Noah argued there's a contradiction to the idea that unrealized gains in stock holdings are not eligible to be taxed but can be used as collateral, seemingly providing billionaires such as Musk access to unrealized stock gains tax-free.

"You can buy a thing based on what you have? Yes. But when we want to tax you, you can say 'I don't have it.'...Just think of the illogic of it. It's such a fun game that billionaires get to play because all their money is in [the stock market]," Noah said.

Related Link: Here's What Warren Buffett Thinks About Tesla And Elon Musk

Stock Collateral Loans: The U.S. tax code only taxes investors for capital gains, gains on shares of stocks and other investments, and when they sell the shares. The IRS considers asset sales "taxable events." Unrealized gains, gains in the value of a stock or other asset prior to being sold, are not taxable because the owner doesn't have access to that value until the asset is sold.

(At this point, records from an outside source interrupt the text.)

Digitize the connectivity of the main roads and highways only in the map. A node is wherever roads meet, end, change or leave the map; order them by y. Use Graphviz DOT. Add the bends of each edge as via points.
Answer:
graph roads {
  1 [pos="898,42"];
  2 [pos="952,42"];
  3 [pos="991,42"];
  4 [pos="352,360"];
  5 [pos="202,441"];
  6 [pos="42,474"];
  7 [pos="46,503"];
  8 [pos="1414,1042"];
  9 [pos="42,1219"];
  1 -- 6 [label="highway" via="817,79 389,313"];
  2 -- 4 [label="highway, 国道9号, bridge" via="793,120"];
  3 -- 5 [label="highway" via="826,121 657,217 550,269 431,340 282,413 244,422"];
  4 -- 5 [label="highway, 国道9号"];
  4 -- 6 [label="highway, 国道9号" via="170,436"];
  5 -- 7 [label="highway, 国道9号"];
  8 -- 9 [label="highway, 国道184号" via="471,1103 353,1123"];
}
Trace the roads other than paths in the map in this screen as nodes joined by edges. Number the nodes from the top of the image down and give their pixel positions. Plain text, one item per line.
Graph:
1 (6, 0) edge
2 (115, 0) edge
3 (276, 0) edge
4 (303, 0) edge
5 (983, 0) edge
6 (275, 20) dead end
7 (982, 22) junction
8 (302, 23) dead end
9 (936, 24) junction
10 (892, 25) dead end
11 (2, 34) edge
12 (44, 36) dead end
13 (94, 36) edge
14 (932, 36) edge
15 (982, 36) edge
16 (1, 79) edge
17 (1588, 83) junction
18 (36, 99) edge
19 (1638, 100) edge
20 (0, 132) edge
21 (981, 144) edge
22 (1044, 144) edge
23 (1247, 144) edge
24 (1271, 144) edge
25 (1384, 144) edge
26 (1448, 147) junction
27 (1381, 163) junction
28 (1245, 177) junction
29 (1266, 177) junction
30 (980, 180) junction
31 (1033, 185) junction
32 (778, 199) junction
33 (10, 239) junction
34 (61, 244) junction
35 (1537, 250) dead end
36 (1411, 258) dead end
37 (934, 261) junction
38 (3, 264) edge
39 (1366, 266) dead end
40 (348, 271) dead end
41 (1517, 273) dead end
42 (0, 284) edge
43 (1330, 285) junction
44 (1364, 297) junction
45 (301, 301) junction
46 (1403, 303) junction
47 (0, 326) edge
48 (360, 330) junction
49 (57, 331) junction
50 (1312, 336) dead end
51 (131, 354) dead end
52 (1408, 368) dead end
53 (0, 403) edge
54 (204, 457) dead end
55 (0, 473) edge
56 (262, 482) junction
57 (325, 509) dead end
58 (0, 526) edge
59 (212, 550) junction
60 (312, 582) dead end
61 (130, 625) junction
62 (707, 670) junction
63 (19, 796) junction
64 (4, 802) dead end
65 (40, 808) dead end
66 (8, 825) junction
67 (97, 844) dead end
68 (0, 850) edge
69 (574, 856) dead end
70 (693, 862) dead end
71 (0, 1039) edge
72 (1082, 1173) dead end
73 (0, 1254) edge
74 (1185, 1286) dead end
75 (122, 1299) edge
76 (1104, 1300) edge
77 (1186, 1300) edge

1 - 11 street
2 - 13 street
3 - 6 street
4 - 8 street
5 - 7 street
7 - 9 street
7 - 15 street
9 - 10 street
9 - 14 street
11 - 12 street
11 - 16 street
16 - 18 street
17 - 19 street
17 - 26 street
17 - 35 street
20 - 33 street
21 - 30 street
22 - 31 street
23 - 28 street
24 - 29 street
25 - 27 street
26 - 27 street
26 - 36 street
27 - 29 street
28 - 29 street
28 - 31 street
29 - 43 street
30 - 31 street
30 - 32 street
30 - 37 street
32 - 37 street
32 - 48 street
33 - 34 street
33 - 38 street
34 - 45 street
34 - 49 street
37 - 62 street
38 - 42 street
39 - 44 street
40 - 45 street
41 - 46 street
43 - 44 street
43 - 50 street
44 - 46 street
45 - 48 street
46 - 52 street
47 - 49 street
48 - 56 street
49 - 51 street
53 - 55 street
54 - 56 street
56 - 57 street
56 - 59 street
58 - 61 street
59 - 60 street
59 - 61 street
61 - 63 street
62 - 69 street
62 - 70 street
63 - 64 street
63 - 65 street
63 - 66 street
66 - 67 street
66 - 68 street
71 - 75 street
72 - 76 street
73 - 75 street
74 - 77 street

Stock collateral loans allow investors to use their stock as collateral without selling those shares. These loans are a way billionaires can take advantage of the value of their stocks and other assets without actually selling them and triggering a taxable event. This principle is the same idea many Americans take advantage of when taking out home equity lines of credit. A house sale is considered a taxable event, but Americans can borrow against the value of their house if its value rises, even if they do not sell the house or pay taxes on the unrealized gains.

One reason assets are not taxed based on unrealized gains is because unrealized gains are not fixed and can transition to losses in certain cases. Tesla shares have lost more than a third of their value so far in 2022, demonstrating the risk lenders take on when they allow Musk to use Tesla shares as collateral.

Possible Solutions: For Americans who see billionaires such as Musk accessing the value of their stock holdings without paying taxes, there are possible solutions to the problem.

One simple solution would be to ban the use of equities as collateral for loans, but this type of ban only makes sense if you see stock holdings as uniquely unfair compared to real estate or other forms of assets used as collateral.

Another potential solution would be to treat the loan as a taxable event, forcing shareholders to pay taxes on capital gains at the time at which the loan is made. This scenario would re-establish a new cost basis for the shares as if they had been sold and repurchased at the current market price.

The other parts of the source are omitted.